Although the announcement itself referred to the whole 90MHz of MSS spectrum identified in the National Broadband Plan (NBP) as suitable for terrestrial broadband, the focus of the discussion at Friday’s press conference appeared to be around the 2GHz (S-band) spectrum. Indeed the FCC highlighted that this spectrum, which is held by DBSD and TerreStar, is “right in the neighborhood of both the AWS spectrum and the PCS spectrum”. In particular, the FCC indicated that it would propose changing the table of allocation for the 2GHz spectrum, to allow primary terrestrial use (without ATC), and then enable secondary leasing for all three MSS spectrum bands. These rules would enable secondary leasing to begin “relatively soon”, if the FCC agreed to the proposal of the Spectrum Task Force.

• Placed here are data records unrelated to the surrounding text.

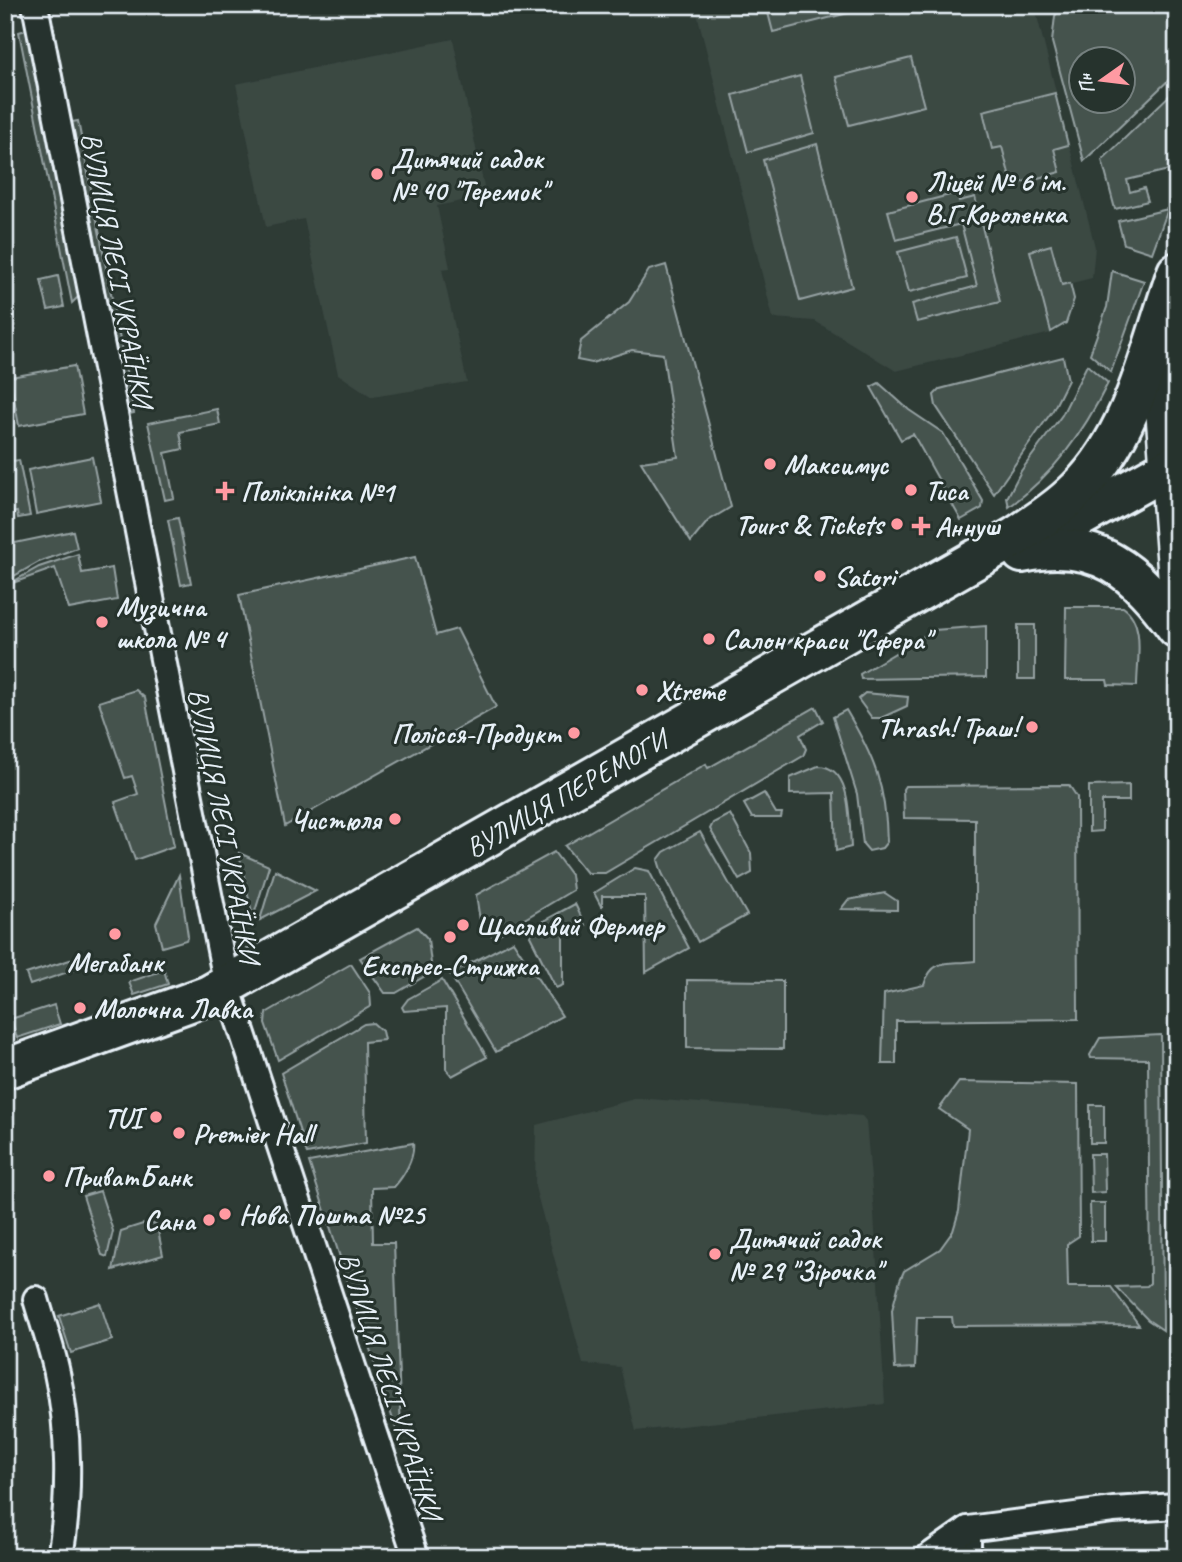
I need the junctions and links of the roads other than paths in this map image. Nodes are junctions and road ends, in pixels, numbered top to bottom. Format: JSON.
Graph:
{"nodes":[{"id":1,"x":35,"y":5,"type":"edge"},
{"id":2,"x":1172,"y":325,"type":"edge"},
{"id":3,"x":1172,"y":466,"type":"edge"},
{"id":4,"x":1026,"y":547,"type":"junction"},
{"id":5,"x":1177,"y":588,"type":"edge"},
{"id":6,"x":1177,"y":628,"type":"edge"},
{"id":7,"x":229,"y":993,"type":"junction"},
{"id":8,"x":5,"y":1069,"type":"edge"},
{"id":9,"x":5,"y":1082,"type":"edge"},
{"id":10,"x":37,"y":1299,"type":"dead end"},
{"id":11,"x":1177,"y":1506,"type":"edge"},
{"id":12,"x":968,"y":1530,"type":"junction"},
{"id":13,"x":60,"y":1557,"type":"edge"},
{"id":14,"x":416,"y":1557,"type":"edge"},
{"id":15,"x":929,"y":1557,"type":"edge"},
{"id":16,"x":968,"y":1557,"type":"edge"}],
"edges":[{"from":1,"to":7,"type":"street","name":"ВУЛИЦЯ ЛЕСІ УКРАЇНКИ"},
{"from":2,"to":3,"type":"street"},
{"from":2,"to":4,"type":"street","name":"ВУЛИЦЯ ПЕРЕМОГИ"},
{"from":2,"to":7,"type":"main road","name":"ВУЛИЦЯ ПЕРЕМОГИ"},
{"from":3,"to":4,"type":"main road"},
{"from":3,"to":5,"type":"street"},
{"from":4,"to":6,"type":"main road"},
{"from":4,"to":7,"type":"main road","name":"ВУЛИЦЯ ПЕРЕМОГИ"},
{"from":7,"to":8,"type":"main road","name":"ВУЛИЦЯ ПЕРЕМОГИ"},
{"from":7,"to":9,"type":"main road","name":"ВУЛИЦЯ ПЕРЕМОГИ"},
{"from":7,"to":14,"type":"street","name":"ВУЛИЦЯ ЛЕСІ УКРАЇНКИ"},
{"from":10,"to":13,"type":"street"},
{"from":11,"to":12,"type":"street"},
{"from":12,"to":15,"type":"street"},
{"from":12,"to":16,"type":"street"}]}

According to Communications Daily, this proposal might include “charges”, presumably as “consideration for the step-up in the value of the affected spectrum” (as proposed in the NBP), but would avoid some of the delays associated with an incentive auction (which was one of the other options suggested in the NBP). Of course spectrum leasing for purely terrestrial use (as would then be possible in the 2GHz band) would be rather more straightforward than leasing under the current set of ATC restrictions, but the level of any FCC “charges” (and perhaps other conditions on terrestrial buildout or provision of satellite services) would dictate how much value could be realized by the existing spectrum holders.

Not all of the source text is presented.